# INFORMATION PROVIDED

☆ ☆ ☆

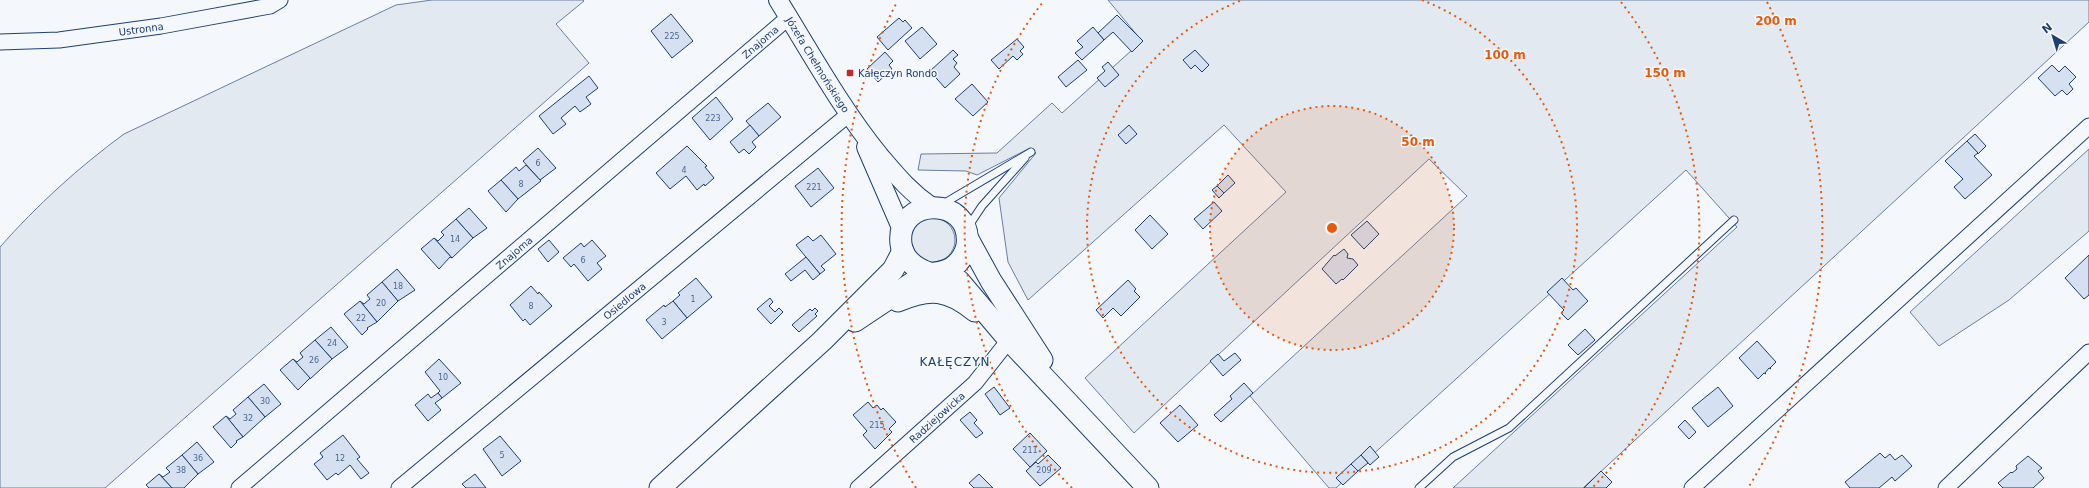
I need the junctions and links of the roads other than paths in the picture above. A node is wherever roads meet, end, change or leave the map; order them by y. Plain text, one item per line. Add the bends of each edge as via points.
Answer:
1 (280, 0) edge
2 (778, 0) edge
3 (789, 17) junction
4 (0, 42) edge
5 (854, 121) junction
6 (2089, 126) edge
7 (935, 207) junction
8 (1734, 220) dead end
9 (902, 230) junction
10 (967, 235) junction
11 (903, 251) junction
12 (936, 272) junction
13 (864, 316) junction
14 (1009, 340) junction
15 (822, 341) junction
16 (2089, 352) edge
17 (1079, 414) junction
18 (239, 488) edge
19 (399, 488) edge
20 (660, 488) edge
21 (858, 488) edge
22 (1148, 488) edge
23 (1419, 488) edge
24 (1692, 488) edge
25 (1946, 488) edge

1 - 4 street, Ustronna via 270,6 161,26 59,40
2 - 3 street, Józefa Chełmońskiego
3 - 5 street, Józefa Chełmońskiego
3 - 18 street, Znajoma
5 - 7 street, Józefa Chełmońskiego via 915,196
5 - 9 street, Józefa Chełmońskiego
5 - 19 street, Osiedlowa
6 - 24 street
7 - 9 main road via 922,209 913,214
7 - 10 main road via 953,212 963,223
7 - 10 lane via 1031,152 982,206
8 - 23 lane via 1510,428 1453,457
9 - 11 main road
10 - 12 main road via 966,250 961,259 953,267
10 - 17 main road via 984,270 1021,330
11 - 12 main road via 909,262 918,269
11 - 15 main road via 893,270
12 - 13 main road
12 - 14 main road via 959,281
13 - 14 main road via 910,295 943,292 963,301
13 - 15 main road
14 - 17 main road
14 - 21 street, Radziejowicka via 975,383
15 - 20 main road
16 - 25 street
17 - 22 main road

☆ ☆ ☆

# REQUIREMENT
Working from the lines above, reproduce the material exactly and exclude its pictures.

# REPLY TO THE TASK
I need the junctions and links of the roads other than paths in the picture above. A node is wherever roads meet, end, change or leave the map; order them by y. Plain text, one item per line. Add the bends of each edge as via points.
Answer:
1 (280, 0) edge
2 (778, 0) edge
3 (789, 17) junction
4 (0, 42) edge
5 (854, 121) junction
6 (2089, 126) edge
7 (935, 207) junction
8 (1734, 220) dead end
9 (902, 230) junction
10 (967, 235) junction
11 (903, 251) junction
12 (936, 272) junction
13 (864, 316) junction
14 (1009, 340) junction
15 (822, 341) junction
16 (2089, 352) edge
17 (1079, 414) junction
18 (239, 488) edge
19 (399, 488) edge
20 (660, 488) edge
21 (858, 488) edge
22 (1148, 488) edge
23 (1419, 488) edge
24 (1692, 488) edge
25 (1946, 488) edge

1 - 4 street, Ustronna via 270,6 161,26 59,40
2 - 3 street, Józefa Chełmońskiego
3 - 5 street, Józefa Chełmońskiego
3 - 18 street, Znajoma
5 - 7 street, Józefa Chełmońskiego via 915,196
5 - 9 street, Józefa Chełmońskiego
5 - 19 street, Osiedlowa
6 - 24 street
7 - 9 main road via 922,209 913,214
7 - 10 main road via 953,212 963,223
7 - 10 lane via 1031,152 982,206
8 - 23 lane via 1510,428 1453,457
9 - 11 main road
10 - 12 main road via 966,250 961,259 953,267
10 - 17 main road via 984,270 1021,330
11 - 12 main road via 909,262 918,269
11 - 15 main road via 893,270
12 - 13 main road
12 - 14 main road via 959,281
13 - 14 main road via 910,295 943,292 963,301
13 - 15 main road
14 - 17 main road
14 - 21 street, Radziejowicka via 975,383
15 - 20 main road
16 - 25 street
17 - 22 main road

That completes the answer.